Seattle Pledges To Improve Services for L.E.P. Students
The Seattle school district has settled two related lawsuits that claimed it was not providing equal educational opportunities for students whose native language is not English.
The settlement, announced late last month, averted a trial in one of the cases that was scheduled to begin this week in state court.
In the agreement, the district promises to strengthen a number of services for students with limited English proficiency. The district agreed, among other steps, to improve the identification of such students, train and hire more teachers to serve them, and improve communication with their families.
Seattle's L.E.P. students speak more than 75 languages and make up about 14 percent of the district's enrollment of 46,000.
Evergreen Legal Services, a nonprofit legal-advocacy group, filed a class action in 1992 on behalf of all such students in the district. The suit was subsequently split into two cases--one in state court, the other in federal court.
In a statement released by the district and Evergreen, the district emphasized that it admitted no wrongdoing in serving its L.E.P. students. The district has "reinforced its commitment" to providing services, the statement said.
Neither district officials nor lawyers from Evergreen would comment on the agreement last week.
A superior-court judge has granted provisional approval to the agreement, which covers both cases. A hearing for final court approval is scheduled for June 16.

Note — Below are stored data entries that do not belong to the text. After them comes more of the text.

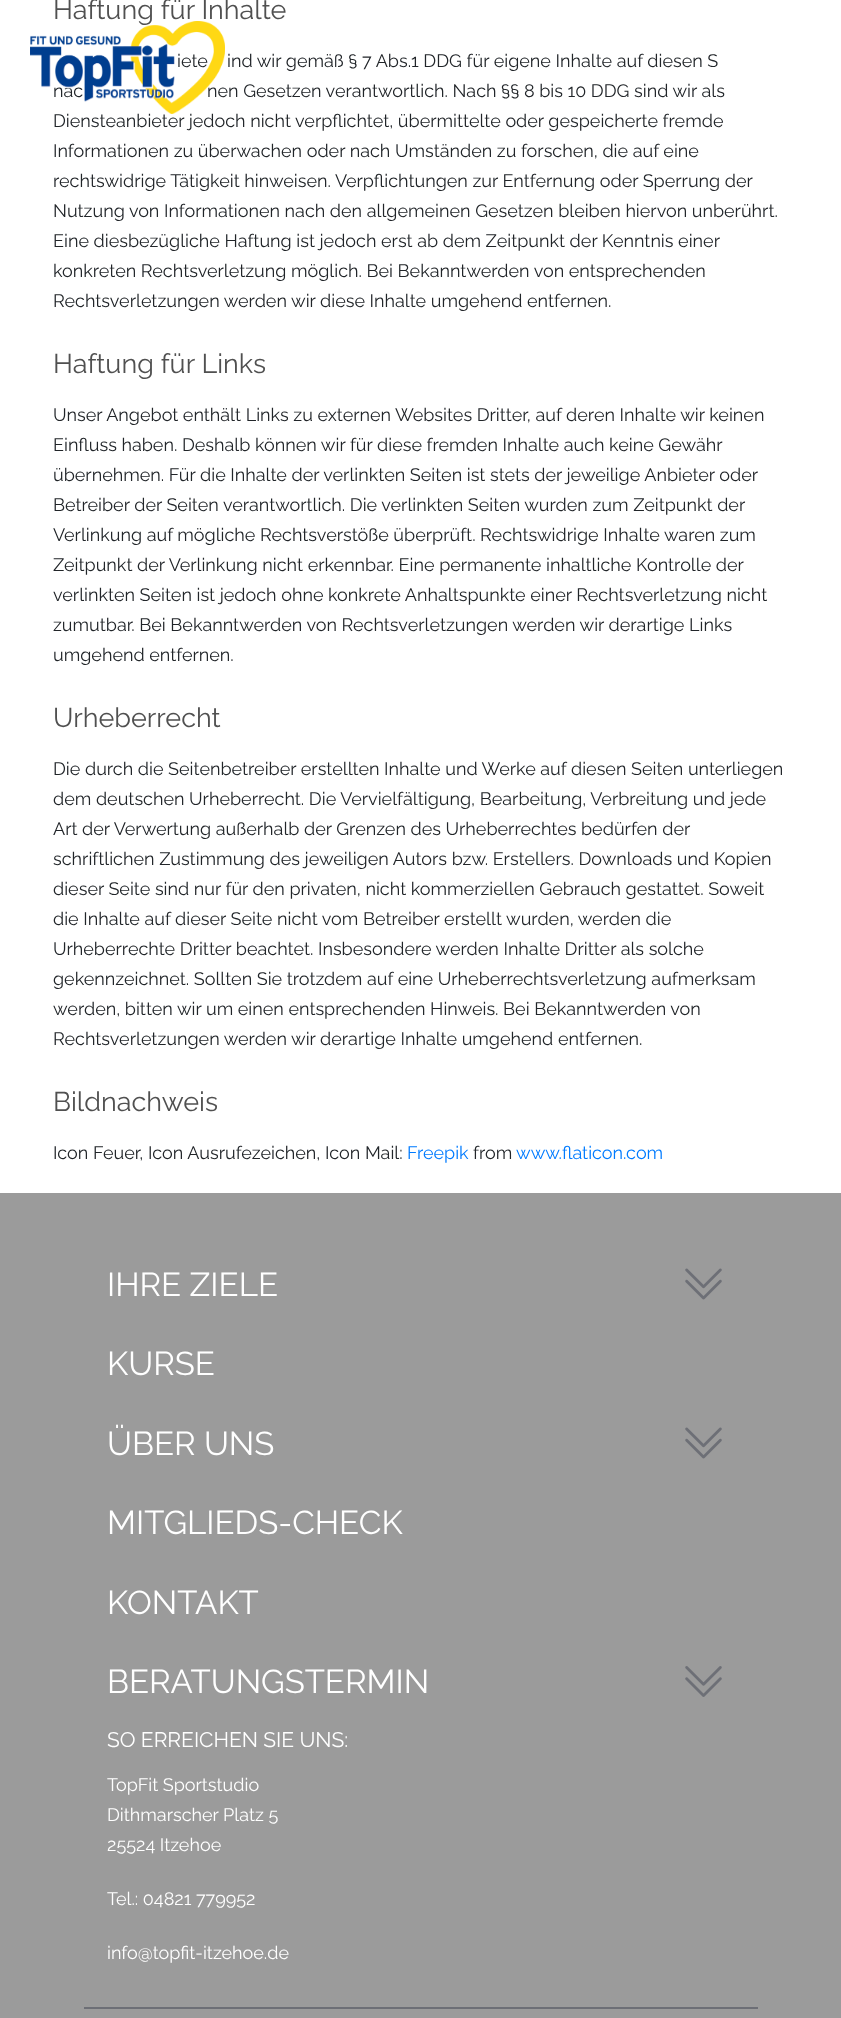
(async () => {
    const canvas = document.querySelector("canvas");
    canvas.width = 841;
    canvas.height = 2018;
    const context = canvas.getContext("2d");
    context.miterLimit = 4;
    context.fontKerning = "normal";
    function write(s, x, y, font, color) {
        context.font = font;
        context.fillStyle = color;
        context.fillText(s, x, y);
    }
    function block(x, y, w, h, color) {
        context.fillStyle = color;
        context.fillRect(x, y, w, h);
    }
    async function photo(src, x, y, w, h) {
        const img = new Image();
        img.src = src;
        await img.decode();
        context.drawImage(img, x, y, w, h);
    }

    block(0, 0, 841, 2018, "rgb(255, 255, 255)");
    write("Haftung für Inhalte", 53, 19, "27px Raleway", "rgb(80, 80, 80)");
    write("iete", 177, 67, "18px Raleway", "rgb(33, 37, 41)");
    write("ind wir gemäß § 7 Abs.1 DDG für eigene Inhalte auf diesen S", 227, 67, "18px Raleway", "rgb(33, 37, 41)");
    write("nac", 53, 97, "18px Raleway", "rgb(33, 37, 41)");
    write("nen Gesetzen verantwortlich. Nach §§ 8 bis 10 DDG sind wir als", 207, 97, "18px Raleway", "rgb(33, 37, 41)");
    write("Diensteanbieter jedoch nicht verpflichtet, übermittelte oder gespeicherte fremde", 53, 127, "18px Raleway", "rgb(33, 37, 41)");
    write("Informationen zu überwachen oder nach Umständen zu forschen, die auf eine", 53, 157, "18px Raleway", "rgb(33, 37, 41)");
    write("rechtswidrige Tätigkeit hinweisen. Verpflichtungen zur Entfernung oder Sperrung der", 53, 187, "18px Raleway", "rgb(33, 37, 41)");
    write("Nutzung von Informationen nach den allgemeinen Gesetzen bleiben hiervon unberührt.", 53, 217, "18px Raleway", "rgb(33, 37, 41)");
    write("Eine diesbezügliche Haftung ist jedoch erst ab dem Zeitpunkt der Kenntnis einer", 53, 247, "18px Raleway", "rgb(33, 37, 41)");
    write("konkreten Rechtsverletzung möglich. Bei Bekanntwerden von entsprechenden", 53, 277, "18px Raleway", "rgb(33, 37, 41)");
    write("Rechtsverletzungen werden wir diese Inhalte umgehend entfernen.", 53, 307, "18px Raleway", "rgb(33, 37, 41)");
    write("Haftung für Links", 53, 373, "27px Raleway", "rgb(80, 80, 80)");
    write("Unser Angebot enthält Links zu externen Websites Dritter, auf deren Inhalte wir keinen", 53, 421, "18px Raleway", "rgb(33, 37, 41)");
    write("Einfluss haben. Deshalb können wir für diese fremden Inhalte auch keine Gewähr", 53, 451, "18px Raleway", "rgb(33, 37, 41)");
    write("übernehmen. Für die Inhalte der verlinkten Seiten ist stets der jeweilige Anbieter oder", 53, 481, "18px Raleway", "rgb(33, 37, 41)");
    write("Betreiber der Seiten verantwortlich. Die verlinkten Seiten wurden zum Zeitpunkt der", 53, 511, "18px Raleway", "rgb(33, 37, 41)");
    write("Verlinkung auf mögliche Rechtsverstöße überprüft. Rechtswidrige Inhalte waren zum", 53, 541, "18px Raleway", "rgb(33, 37, 41)");
    write("Zeitpunkt der Verlinkung nicht erkennbar. Eine permanente inhaltliche Kontrolle der", 53, 571, "18px Raleway", "rgb(33, 37, 41)");
    write("verlinkten Seiten ist jedoch ohne konkrete Anhaltspunkte einer Rechtsverletzung nicht", 53, 601, "18px Raleway", "rgb(33, 37, 41)");
    write("zumutbar. Bei Bekanntwerden von Rechtsverletzungen werden wir derartige Links", 53, 631, "18px Raleway", "rgb(33, 37, 41)");
    write("umgehend entfernen.", 53, 661, "18px Raleway", "rgb(33, 37, 41)");
    write("Urheberrecht", 53, 727, "27px Raleway", "rgb(80, 80, 80)");
    write("Die durch die Seitenbetreiber erstellten Inhalte und Werke auf diesen Seiten unterliegen", 53, 775, "18px Raleway", "rgb(33, 37, 41)");
    write("dem deutschen Urheberrecht. Die Vervielfältigung, Bearbeitung, Verbreitung und jede", 53, 805, "18px Raleway", "rgb(33, 37, 41)");
    write("Art der Verwertung außerhalb der Grenzen des Urheberrechtes bedürfen der", 53, 835, "18px Raleway", "rgb(33, 37, 41)");
    write("schriftlichen Zustimmung des jeweiligen Autors bzw. Erstellers. Downloads und Kopien", 53, 865, "18px Raleway", "rgb(33, 37, 41)");
    write("dieser Seite sind nur für den privaten, nicht kommerziellen Gebrauch gestattet. Soweit", 53, 895, "18px Raleway", "rgb(33, 37, 41)");
    write("die Inhalte auf dieser Seite nicht vom Betreiber erstellt wurden, werden die", 53, 925, "18px Raleway", "rgb(33, 37, 41)");
    write("Urheberrechte Dritter beachtet. Insbesondere werden Inhalte Dritter als solche", 53, 955, "18px Raleway", "rgb(33, 37, 41)");
    write("gekennzeichnet. Sollten Sie trotzdem auf eine Urheberrechtsverletzung aufmerksam", 53, 985, "18px Raleway", "rgb(33, 37, 41)");
    write("werden, bitten wir um einen entsprechenden Hinweis. Bei Bekanntwerden von", 53, 1015, "18px Raleway", "rgb(33, 37, 41)");
    write("Rechtsverletzungen werden wir derartige Inhalte umgehend entfernen.", 53, 1045, "18px Raleway", "rgb(33, 37, 41)");
    write("Bildnachweis", 53, 1111, "27px Raleway", "rgb(80, 80, 80)");
    write("Icon Feuer, Icon Ausrufezeichen, Icon Mail:", 53, 1159, "18px Raleway", "rgb(33, 37, 41)");
    write("Freepik", 407, 1159, "18px Raleway", "rgb(0, 123, 255)");
    write("from", 473, 1159, "18px Raleway", "rgb(33, 37, 41)");
    write("www.flaticon.com", 516, 1159, "18px Raleway", "rgb(0, 123, 255)");
    await photo("media/1.png", 30, 21, 195, 93);
    block(0, 1193, 841, 825, "rgb(155, 155, 155)");
    write("IHRE ZIELE", 107, 1296, "33px Raleway", "rgb(255, 255, 255)");
    await photo("media/2.png", 685, 1268, 37, 32);
    write("KURSE", 107, 1375, "33px Raleway", "rgb(255, 255, 255)");
    write("ÜBER UNS", 107, 1455, "33px Raleway", "rgb(255, 255, 255)");
    await photo("media/2.png", 685, 1427, 37, 32);
    write("MITGLIEDS-CHECK", 107, 1534, "33px Raleway", "rgb(255, 255, 255)");
    write("KONTAKT", 107, 1614, "33px Raleway", "rgb(255, 255, 255)");
    write("BERATUNGSTERMIN", 107, 1693, "33px Raleway", "rgb(255, 255, 255)");
    await photo("media/3.png", 685, 1666, 37, 31);
    write("SO ERREICHEN SIE UNS:", 107, 1747, "21px Raleway", "rgb(255, 255, 255)");
    write("TopFit Sportstudio", 107, 1791, "18px Raleway", "rgb(255, 255, 255)");
    write("Dithmarscher Platz 5", 107, 1821, "18px Raleway", "rgb(255, 255, 255)");
    write("25524 Itzehoe", 107, 1851, "18px Raleway", "rgb(255, 255, 255)");
    write("Tel.: 04821 779952", 107, 1905, "18px Raleway", "rgb(255, 255, 255)");
    write("info@topfit-itzehoe.de", 107, 1959, "18px Raleway", "rgb(255, 255, 255)");
    block(84, 2007, 674, 2, "rgb(109, 111, 118)");
})();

In the meantime, copies of the agreement are to be posted in the schools and distributed to parents of L.E.P. students and to community groups that serve them.
Hopes for Cooperation
The three-year agreement is scheduled to take effect July 1. It contains a provision that allows the district to renegotiate if the number of limited-English-proficient students changes or if the state alters its laws regarding those students.
Some observers said the settlement was a step in the right direction, though they emphasized that how it is implemented will determine its success.
"I think this will at least get both sides cooperating to come up with more efficiency and cost-effectiveness in providing bilingual programs," said Daniel H. Smith, a member of the board of directors of the Northwest Immigrant Rights Project, a Seattle-based advocacy group.
One of the key charges in the original lawsuit was that the district violated state law by not providing bilingual education. The law calls for students to be taught partially in their native languages "where practicable."
The agreement includes provisions that might allow for such instruction, but does not promise bilingual education to all L.E.P. students.
District officials have long maintained that whatever deficiencies exist in their programs for a burgeoning population of L.E.P. students stem from inadequate state funding.
Shortly after Evergreen Legal Services filed its suit, the district lodged its own complaint against the state. The agreement calls for the plaintiffs to help the district argue its case in court. The case is scheduled for trial in January.
Many portions of the agreement cite the need for enough money to carry out program improvements.
Last year, the state delayed approval of Seattle's bilingual-education funds and asked the district to better its L.E.P. student programs. (See Education Week, 7/14/94.)